ITC Infotech’s team of RFA industry experts deliver both functional and technical services that help clients define an optimum digital transformation roadmap and then works closely with them to bring their transformation to fruition. Using its proven library of industry use cases, business and category specific accelerators, and ready to deploy point solutions, ITC Infotech’s implementation experts are able to maximize ROI for their clients by significantly reducing time from project initiation to production go live use.
ITC Infotech has also established multiple partnerships with leading technology companies to ensure access to the base framework required to build next gen solutions using AI and 3D. These partnerships help ITC Infotech leverage the core solutions (e.g., LLMs for Gen AI) to build frameworks that can easily be aligned with client specific use cases and solution needs.
Summary
The RFA industry faces increasing challenges in accelerating its design and development processes. More, and shorter seasons require faster ideation, development, and production of new fashions that must meet widely different consumer demographics. To address these challenges, RFA businesses must be able to make better, faster, more-informed decisions at all phases of their business. They need to be able to quickly generate, review, and select designs (including fabrics, patterns, colors) while collaborating with their manufacturing partners and insuring copyright legality.

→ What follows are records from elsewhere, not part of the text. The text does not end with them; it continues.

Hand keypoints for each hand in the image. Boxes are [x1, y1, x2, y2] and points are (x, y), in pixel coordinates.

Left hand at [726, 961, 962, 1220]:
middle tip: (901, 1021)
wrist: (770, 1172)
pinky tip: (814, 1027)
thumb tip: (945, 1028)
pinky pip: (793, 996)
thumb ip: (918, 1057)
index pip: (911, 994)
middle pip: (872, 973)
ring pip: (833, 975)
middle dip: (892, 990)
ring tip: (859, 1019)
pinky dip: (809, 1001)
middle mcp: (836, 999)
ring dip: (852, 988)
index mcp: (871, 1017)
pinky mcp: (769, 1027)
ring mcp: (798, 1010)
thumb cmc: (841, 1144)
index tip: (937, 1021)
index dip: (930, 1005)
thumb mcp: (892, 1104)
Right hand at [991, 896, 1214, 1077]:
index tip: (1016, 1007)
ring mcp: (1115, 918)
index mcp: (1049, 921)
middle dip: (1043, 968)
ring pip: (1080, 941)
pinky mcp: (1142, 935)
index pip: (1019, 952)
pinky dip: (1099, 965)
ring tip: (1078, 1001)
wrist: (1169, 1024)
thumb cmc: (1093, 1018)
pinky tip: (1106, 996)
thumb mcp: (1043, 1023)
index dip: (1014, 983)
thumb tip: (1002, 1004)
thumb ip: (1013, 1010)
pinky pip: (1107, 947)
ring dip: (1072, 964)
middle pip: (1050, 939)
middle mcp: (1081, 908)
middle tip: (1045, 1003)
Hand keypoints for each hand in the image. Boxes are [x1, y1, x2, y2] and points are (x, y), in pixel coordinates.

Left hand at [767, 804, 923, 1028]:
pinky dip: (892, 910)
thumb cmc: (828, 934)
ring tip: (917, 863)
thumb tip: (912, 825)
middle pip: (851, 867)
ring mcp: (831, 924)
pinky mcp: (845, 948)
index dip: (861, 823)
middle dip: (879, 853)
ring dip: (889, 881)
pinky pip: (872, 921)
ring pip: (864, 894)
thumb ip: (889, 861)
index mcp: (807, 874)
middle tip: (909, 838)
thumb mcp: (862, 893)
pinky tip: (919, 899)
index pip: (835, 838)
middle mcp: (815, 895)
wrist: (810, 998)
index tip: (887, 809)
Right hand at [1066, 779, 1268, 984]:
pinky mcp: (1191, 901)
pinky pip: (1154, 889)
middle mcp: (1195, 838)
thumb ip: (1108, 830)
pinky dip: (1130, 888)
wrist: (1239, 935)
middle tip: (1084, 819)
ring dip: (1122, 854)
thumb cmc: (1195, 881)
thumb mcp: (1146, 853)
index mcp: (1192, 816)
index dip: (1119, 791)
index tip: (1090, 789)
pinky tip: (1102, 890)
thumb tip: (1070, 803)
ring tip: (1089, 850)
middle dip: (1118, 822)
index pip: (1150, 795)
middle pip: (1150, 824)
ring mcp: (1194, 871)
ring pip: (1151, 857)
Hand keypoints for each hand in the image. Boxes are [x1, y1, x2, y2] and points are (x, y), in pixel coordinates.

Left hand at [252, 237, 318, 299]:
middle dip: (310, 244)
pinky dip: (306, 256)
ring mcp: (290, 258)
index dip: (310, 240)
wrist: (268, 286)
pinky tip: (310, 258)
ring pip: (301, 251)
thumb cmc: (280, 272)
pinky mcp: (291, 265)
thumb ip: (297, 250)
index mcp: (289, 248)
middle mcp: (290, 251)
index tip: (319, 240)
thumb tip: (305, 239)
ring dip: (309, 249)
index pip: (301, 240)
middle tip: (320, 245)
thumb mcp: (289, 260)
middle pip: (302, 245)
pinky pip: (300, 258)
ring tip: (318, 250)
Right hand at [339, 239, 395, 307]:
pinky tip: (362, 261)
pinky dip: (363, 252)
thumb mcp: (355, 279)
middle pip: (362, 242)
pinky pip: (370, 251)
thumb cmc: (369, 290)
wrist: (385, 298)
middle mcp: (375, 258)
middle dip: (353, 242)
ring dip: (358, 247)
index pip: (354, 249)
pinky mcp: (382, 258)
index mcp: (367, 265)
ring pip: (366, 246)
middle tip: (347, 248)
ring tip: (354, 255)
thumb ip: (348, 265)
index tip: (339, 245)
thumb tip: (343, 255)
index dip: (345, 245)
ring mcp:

Additionally, RFA industry retailers need to be able to visually design their retail layouts as well as create marketing and sales materials that will appeal to their target customers.
New and emerging digital technologies such as Gen AI, 3D modeling, and visual planning provide the tools necessary to address these challenges and enable RFA businesses to undergo the digital transformations required to achieve and maintain success in today’s highly competitive global markets. These technologies can automatically generate and compare fashion design options, create and validate copyright information, and provide information in visual paradigms that improve and accelerate planning and decision making.
CIMdata recommends that RFA industry companies include ITC Infotech technology, solutions, and services when evaluating their needs for creating modern, technology-driven RFA industry design and development environments and processes.
[1] Research for this paper was partially sponsored by ITC Infotech.